Women in STEM | Sylvia Earle

In physics, from the 17th to the 25th of January, we spent time diving deeper into women in Science Technology Engineering and Math (STEM). I was researching about a marine biologist named, Sylvia Earle, and this is a short profile I wrote about her.

Sylvia Earle is a marine biologist, adventurer, and author. She was born on August 13th, 1935 in a small called Gibbstown in New Jersey, United States. At the age of 20, Sylvia graduated from Florida State University, majored in botany and mastered it the following year. She, later on, got a Ph.D. degree in phycology in 1966. Three years later, Dr. Earle published the Phaeophyta of the Eastern Gulf of Mexico, where she had to study over 20,000 samples of algae. Sylvia is most well known for her report about marine algae, her books and documentaries about ocean pollution and overfishing, and her recording breaking dive that took place in Oahu, Hawaii in 1979.

Using an atmosphere diving suit (ADS) called JIM, Sylvia set the record of the deepest untethered dive at the depth of 381 meters (1250 feet) with a whopping dive duration of 2 hours. The JIM suit was a suit built to maintain the internal pressure no matter what the external pressure is. Sylvia described what she saw as “a forest of corals that looked like giant bed springs,” and she was fascinated by all the bioluminescence down at the seabed. Besides that, Sylvia was a “pioneer” of self-contained underwater breathing apparatus gear (SCUBA) by being one of the first people to dive using SCUBA gear and she’s diving now. At the age of 82, Dr. Earle is still diving all over the world and since the record-breaking dive, she had been going back to visit that site several times.
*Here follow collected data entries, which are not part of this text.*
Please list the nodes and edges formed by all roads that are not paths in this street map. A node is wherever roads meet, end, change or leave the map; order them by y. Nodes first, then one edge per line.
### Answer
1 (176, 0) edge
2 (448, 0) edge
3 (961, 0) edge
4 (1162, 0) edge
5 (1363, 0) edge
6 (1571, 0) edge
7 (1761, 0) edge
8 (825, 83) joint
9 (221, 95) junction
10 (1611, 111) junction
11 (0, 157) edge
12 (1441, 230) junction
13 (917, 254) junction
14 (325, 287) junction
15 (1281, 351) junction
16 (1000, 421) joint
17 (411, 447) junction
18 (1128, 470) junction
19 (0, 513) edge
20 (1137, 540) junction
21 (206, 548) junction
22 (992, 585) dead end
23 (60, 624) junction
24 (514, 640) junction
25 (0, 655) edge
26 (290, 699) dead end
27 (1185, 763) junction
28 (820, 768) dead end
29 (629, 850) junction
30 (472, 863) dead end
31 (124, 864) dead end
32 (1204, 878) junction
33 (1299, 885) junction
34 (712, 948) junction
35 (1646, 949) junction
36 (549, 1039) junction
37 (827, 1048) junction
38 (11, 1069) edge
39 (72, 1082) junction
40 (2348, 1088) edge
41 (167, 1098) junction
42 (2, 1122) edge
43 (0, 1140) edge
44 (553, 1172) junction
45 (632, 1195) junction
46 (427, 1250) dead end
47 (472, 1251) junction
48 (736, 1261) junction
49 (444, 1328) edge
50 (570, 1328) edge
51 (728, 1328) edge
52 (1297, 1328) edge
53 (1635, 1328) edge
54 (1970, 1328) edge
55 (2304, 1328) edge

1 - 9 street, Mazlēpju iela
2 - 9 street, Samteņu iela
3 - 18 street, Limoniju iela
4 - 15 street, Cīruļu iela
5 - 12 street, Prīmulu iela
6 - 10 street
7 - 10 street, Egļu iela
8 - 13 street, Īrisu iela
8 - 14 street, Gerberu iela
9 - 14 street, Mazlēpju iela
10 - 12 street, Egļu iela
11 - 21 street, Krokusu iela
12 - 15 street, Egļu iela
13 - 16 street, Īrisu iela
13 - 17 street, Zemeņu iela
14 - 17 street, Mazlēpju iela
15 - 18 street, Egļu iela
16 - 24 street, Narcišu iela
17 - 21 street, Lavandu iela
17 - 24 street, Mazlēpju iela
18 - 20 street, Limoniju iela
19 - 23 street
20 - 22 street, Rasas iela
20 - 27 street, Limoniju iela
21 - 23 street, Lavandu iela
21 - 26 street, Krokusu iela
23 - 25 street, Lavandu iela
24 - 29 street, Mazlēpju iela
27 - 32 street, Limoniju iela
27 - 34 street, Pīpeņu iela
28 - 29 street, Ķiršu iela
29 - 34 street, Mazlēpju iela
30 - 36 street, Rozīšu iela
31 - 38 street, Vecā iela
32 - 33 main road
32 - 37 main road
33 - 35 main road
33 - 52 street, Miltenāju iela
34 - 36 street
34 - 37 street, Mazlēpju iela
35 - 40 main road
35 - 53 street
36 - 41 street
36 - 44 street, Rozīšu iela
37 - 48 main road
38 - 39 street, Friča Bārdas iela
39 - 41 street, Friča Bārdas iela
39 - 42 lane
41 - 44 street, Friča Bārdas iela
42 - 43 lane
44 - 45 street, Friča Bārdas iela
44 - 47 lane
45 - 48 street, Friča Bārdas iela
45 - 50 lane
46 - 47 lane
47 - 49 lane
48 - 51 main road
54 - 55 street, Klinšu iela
Throughout her life, she’d clocked in about 7000 hours of total dive time and still rising. That is equivalent to about 292 days of diving.
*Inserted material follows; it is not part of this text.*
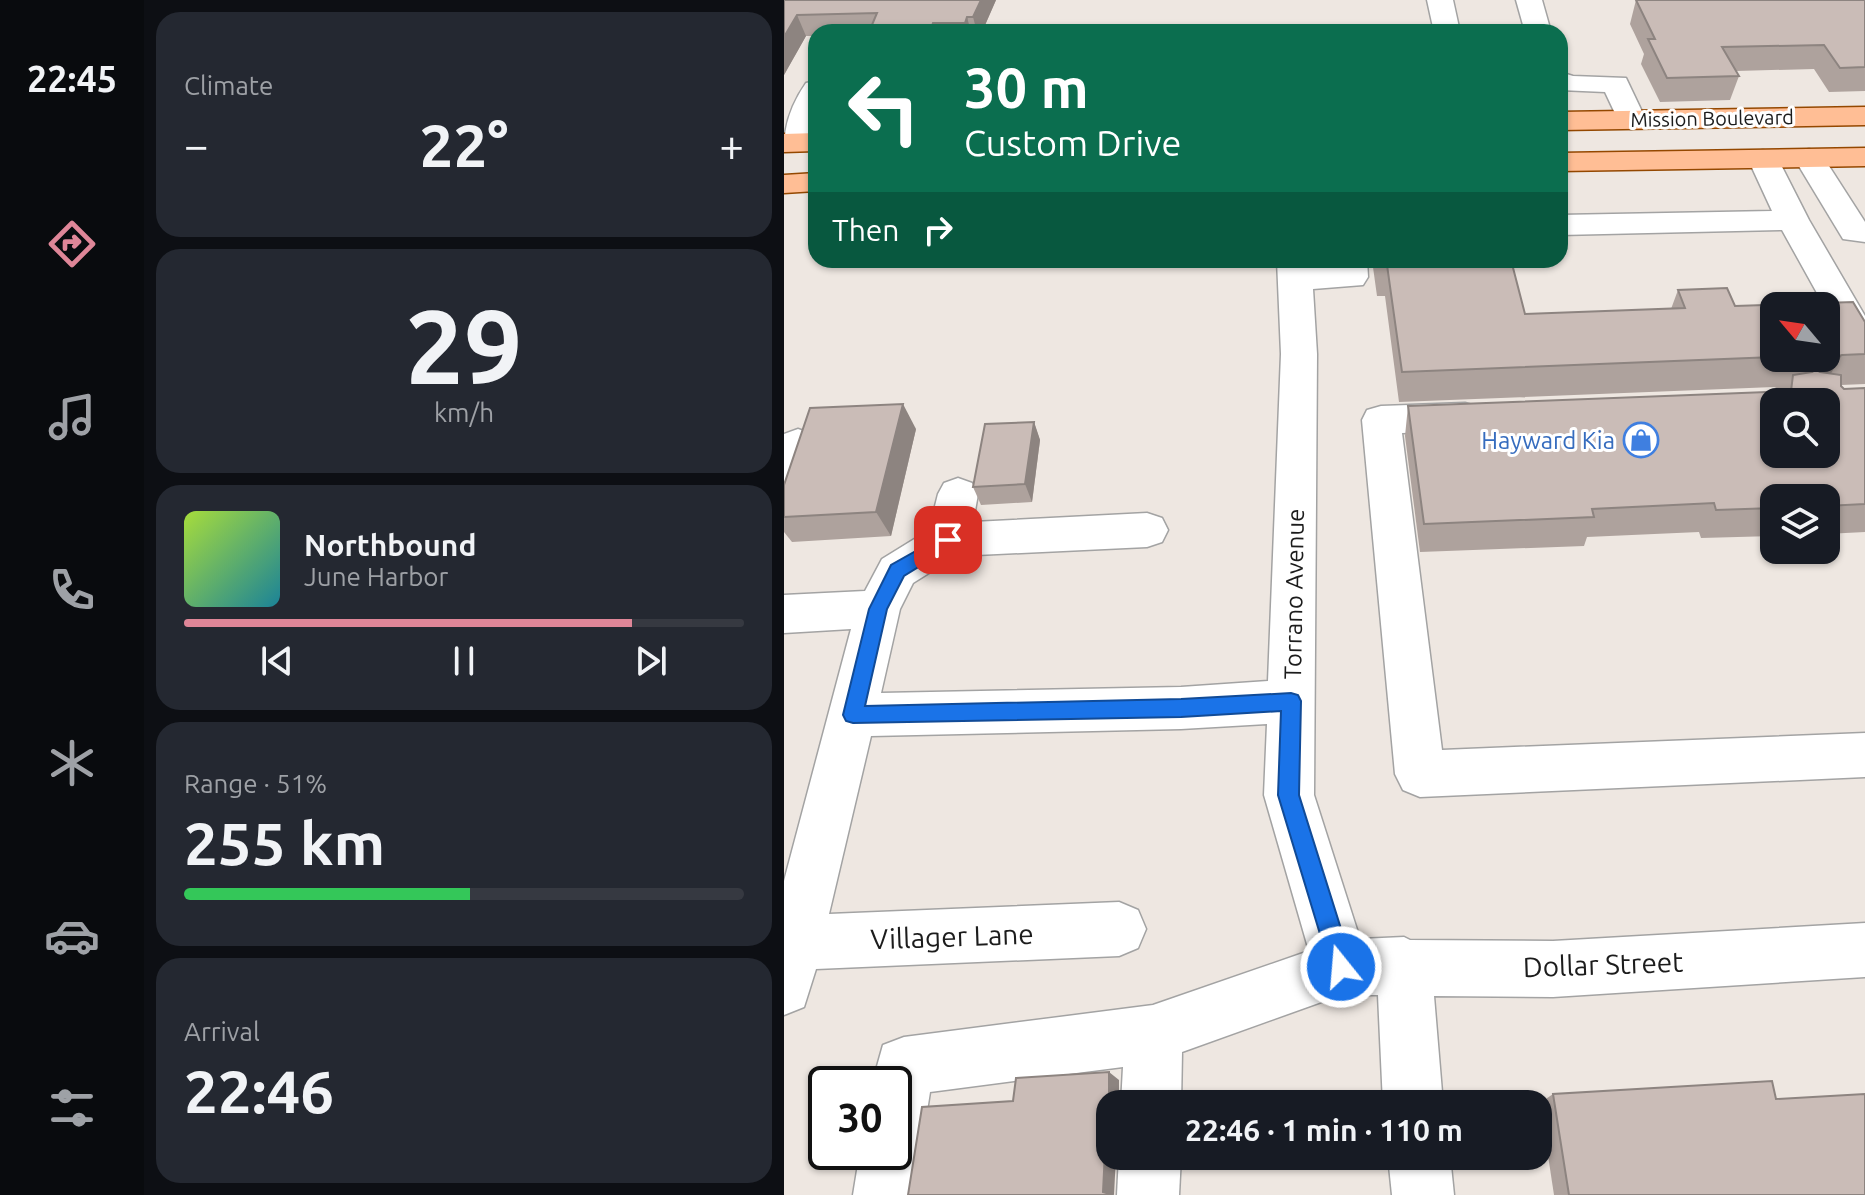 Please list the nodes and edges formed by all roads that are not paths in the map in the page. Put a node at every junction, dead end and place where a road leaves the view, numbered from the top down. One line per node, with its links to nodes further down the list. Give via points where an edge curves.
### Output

Her passion for deep dives also led her to develop deep-water submarines. Back in 1970, Sylvia led a crew of women to live in her submarine and conduct research for two weeks underwater at the depth of 15 meters (50 feet). Sylvia spent more than 1,000 hours (42 days) of research time underwater and again, she’s still out there, today, doing it.
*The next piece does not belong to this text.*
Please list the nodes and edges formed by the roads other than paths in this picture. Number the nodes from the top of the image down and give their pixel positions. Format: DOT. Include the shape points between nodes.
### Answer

With all the experiences she had doing research and diving, Sylvia realized that there are problems that the ocean is facing, and she took actions toward that. Sylvia founded Mission Blue, which is an organization and also a movement to get people to explore and protect the ocean. She was also involved in several documentaries like Sea of Life, México Pelágico, A Seal’s Life and Mission Blue. She gave a Ted Talk back in 2009 to get people to see the beauty of the ocean and help protect it.

Because of the great work she’d been doing for our ocean, Sylvia had been recognized for it and gotten several awards. Back in the year 2000, Sylvia was honored the National Women’s Hall of Fame. In 2009, after her speech called “My wish: Protect the ocean”, she was one of the three TED Award winners.

SCUBA diving is a sport, and most sports are dominated by men. Sylvia Earle was one of the few pioneers of sports, and that broke the gender barrier of “sports aren’t for women.” Besides that, Sylvia was, and still is involving in STEM, which is a field where it is dominated by men. Her braveness, passion, and work should be recognized all around the globe.